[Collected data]
====================

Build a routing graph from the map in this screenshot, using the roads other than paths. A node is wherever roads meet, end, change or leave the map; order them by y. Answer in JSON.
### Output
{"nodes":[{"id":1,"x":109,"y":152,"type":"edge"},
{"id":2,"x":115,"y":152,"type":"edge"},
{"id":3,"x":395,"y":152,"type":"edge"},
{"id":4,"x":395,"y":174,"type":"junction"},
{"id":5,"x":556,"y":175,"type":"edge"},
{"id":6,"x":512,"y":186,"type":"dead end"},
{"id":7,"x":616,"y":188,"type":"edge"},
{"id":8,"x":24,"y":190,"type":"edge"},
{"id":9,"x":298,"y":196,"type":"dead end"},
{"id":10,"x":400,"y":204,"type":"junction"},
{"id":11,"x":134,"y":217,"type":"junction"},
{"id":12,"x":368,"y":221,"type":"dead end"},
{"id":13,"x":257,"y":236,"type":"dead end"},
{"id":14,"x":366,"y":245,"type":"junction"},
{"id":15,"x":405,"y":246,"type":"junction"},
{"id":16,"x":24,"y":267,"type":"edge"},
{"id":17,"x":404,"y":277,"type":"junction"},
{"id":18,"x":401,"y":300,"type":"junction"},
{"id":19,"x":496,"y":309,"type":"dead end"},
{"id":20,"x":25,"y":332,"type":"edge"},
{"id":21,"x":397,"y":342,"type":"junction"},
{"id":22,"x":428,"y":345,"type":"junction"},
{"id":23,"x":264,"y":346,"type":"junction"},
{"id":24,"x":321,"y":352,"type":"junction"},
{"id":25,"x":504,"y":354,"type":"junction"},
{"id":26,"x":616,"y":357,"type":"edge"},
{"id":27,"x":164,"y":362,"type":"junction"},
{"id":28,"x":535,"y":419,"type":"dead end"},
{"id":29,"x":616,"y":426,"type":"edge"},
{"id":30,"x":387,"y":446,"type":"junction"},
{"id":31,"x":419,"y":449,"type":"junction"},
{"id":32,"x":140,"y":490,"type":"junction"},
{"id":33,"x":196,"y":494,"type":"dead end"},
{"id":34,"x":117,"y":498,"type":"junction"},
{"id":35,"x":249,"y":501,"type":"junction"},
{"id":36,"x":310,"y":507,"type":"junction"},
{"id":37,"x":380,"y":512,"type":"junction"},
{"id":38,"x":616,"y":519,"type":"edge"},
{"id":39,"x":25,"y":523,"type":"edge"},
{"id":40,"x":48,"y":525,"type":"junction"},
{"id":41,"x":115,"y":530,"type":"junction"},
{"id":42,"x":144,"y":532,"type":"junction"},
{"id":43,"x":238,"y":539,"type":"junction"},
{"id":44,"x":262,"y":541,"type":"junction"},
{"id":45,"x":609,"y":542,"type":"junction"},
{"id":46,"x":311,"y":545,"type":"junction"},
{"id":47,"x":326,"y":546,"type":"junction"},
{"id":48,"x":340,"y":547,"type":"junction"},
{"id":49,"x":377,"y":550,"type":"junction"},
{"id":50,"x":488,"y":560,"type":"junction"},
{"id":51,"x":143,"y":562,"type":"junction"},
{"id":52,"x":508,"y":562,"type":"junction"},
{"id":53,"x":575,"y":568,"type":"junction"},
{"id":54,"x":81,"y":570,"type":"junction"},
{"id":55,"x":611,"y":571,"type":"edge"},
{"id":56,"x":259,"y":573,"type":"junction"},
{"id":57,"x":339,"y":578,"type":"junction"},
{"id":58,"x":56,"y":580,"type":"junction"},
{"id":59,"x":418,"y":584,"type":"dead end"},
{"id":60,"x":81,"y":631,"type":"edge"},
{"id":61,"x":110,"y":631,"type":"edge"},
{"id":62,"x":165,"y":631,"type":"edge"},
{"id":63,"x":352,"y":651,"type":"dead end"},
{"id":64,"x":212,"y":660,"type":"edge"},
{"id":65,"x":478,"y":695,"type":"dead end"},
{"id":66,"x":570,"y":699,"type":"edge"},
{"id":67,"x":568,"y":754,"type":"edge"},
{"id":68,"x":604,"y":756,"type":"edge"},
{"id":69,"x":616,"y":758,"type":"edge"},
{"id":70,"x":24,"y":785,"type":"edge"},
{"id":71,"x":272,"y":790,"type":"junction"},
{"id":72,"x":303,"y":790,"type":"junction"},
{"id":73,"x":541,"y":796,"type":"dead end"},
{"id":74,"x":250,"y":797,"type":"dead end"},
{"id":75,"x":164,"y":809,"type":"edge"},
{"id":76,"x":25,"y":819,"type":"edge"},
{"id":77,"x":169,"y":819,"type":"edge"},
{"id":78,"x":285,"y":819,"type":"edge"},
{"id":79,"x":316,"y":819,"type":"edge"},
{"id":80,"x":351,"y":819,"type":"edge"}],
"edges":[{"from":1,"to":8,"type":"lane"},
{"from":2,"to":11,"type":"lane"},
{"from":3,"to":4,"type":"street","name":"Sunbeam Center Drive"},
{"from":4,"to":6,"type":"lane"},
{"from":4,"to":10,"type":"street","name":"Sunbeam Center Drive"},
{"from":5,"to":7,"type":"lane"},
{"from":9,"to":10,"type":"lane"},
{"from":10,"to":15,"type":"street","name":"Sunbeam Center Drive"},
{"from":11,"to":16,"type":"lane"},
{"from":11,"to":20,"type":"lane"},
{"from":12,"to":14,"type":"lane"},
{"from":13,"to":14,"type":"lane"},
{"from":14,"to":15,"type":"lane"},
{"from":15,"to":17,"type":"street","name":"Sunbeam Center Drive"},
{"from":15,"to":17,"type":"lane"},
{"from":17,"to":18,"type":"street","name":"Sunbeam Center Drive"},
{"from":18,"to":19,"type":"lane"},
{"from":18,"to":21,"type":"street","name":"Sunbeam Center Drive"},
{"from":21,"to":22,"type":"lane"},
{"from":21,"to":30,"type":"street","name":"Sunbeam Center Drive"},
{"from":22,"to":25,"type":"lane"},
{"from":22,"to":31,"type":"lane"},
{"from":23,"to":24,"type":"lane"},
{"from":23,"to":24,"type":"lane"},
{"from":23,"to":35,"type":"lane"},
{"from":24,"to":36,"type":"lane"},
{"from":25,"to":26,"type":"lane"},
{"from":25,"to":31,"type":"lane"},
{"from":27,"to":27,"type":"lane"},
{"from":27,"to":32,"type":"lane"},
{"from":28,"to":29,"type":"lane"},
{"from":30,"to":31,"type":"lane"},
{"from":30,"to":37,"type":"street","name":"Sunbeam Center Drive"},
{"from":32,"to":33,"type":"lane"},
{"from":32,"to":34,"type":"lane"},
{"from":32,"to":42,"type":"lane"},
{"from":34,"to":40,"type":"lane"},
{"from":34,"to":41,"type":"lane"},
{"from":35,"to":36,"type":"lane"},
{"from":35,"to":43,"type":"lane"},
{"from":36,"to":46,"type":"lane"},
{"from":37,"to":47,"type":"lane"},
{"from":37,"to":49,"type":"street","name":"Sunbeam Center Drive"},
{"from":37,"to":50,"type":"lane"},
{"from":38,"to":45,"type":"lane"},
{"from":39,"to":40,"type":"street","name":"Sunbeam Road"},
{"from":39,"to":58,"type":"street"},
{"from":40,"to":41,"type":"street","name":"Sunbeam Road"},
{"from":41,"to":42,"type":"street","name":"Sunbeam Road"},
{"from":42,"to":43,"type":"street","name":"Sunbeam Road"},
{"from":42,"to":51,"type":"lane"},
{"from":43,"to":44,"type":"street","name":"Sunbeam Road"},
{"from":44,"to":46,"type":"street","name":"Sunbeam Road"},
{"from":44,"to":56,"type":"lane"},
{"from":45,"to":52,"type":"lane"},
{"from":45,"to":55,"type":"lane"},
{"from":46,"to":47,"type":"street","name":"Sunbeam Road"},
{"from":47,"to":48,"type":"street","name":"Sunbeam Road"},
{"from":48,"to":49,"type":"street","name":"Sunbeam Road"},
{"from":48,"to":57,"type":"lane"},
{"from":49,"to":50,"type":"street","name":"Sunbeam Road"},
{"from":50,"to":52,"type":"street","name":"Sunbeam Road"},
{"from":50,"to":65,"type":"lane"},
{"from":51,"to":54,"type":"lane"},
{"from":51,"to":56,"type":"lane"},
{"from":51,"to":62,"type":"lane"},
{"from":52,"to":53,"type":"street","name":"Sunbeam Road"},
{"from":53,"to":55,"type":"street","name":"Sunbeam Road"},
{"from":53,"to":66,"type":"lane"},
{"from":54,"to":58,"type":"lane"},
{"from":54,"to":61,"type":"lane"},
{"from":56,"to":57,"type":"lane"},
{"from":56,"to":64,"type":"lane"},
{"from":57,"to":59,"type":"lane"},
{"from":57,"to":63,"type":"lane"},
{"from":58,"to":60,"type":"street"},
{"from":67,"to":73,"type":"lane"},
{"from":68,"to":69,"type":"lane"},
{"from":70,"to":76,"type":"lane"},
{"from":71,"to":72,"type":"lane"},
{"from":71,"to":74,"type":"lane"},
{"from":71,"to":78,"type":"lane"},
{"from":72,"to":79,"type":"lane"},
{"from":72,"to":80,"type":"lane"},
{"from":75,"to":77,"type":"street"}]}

====================

→ Exercise requirements:
Copy each line of the entries that includes the word "Center".

→ Response to this exercise:
{"from":3,"to":4,"type":"street","name":"Sunbeam Center Drive"},
{"from":4,"to":10,"type":"street","name":"Sunbeam Center Drive"},
{"from":10,"to":15,"type":"street","name":"Sunbeam Center Drive"},
{"from":15,"to":17,"type":"street","name":"Sunbeam Center Drive"},
{"from":17,"to":18,"type":"street","name":"Sunbeam Center Drive"},
{"from":18,"to":21,"type":"street","name":"Sunbeam Center Drive"},
{"from":21,"to":30,"type":"street","name":"Sunbeam Center Drive"},
{"from":30,"to":37,"type":"street","name":"Sunbeam Center Drive"},
{"from":37,"to":49,"type":"street","name":"Sunbeam Center Drive"},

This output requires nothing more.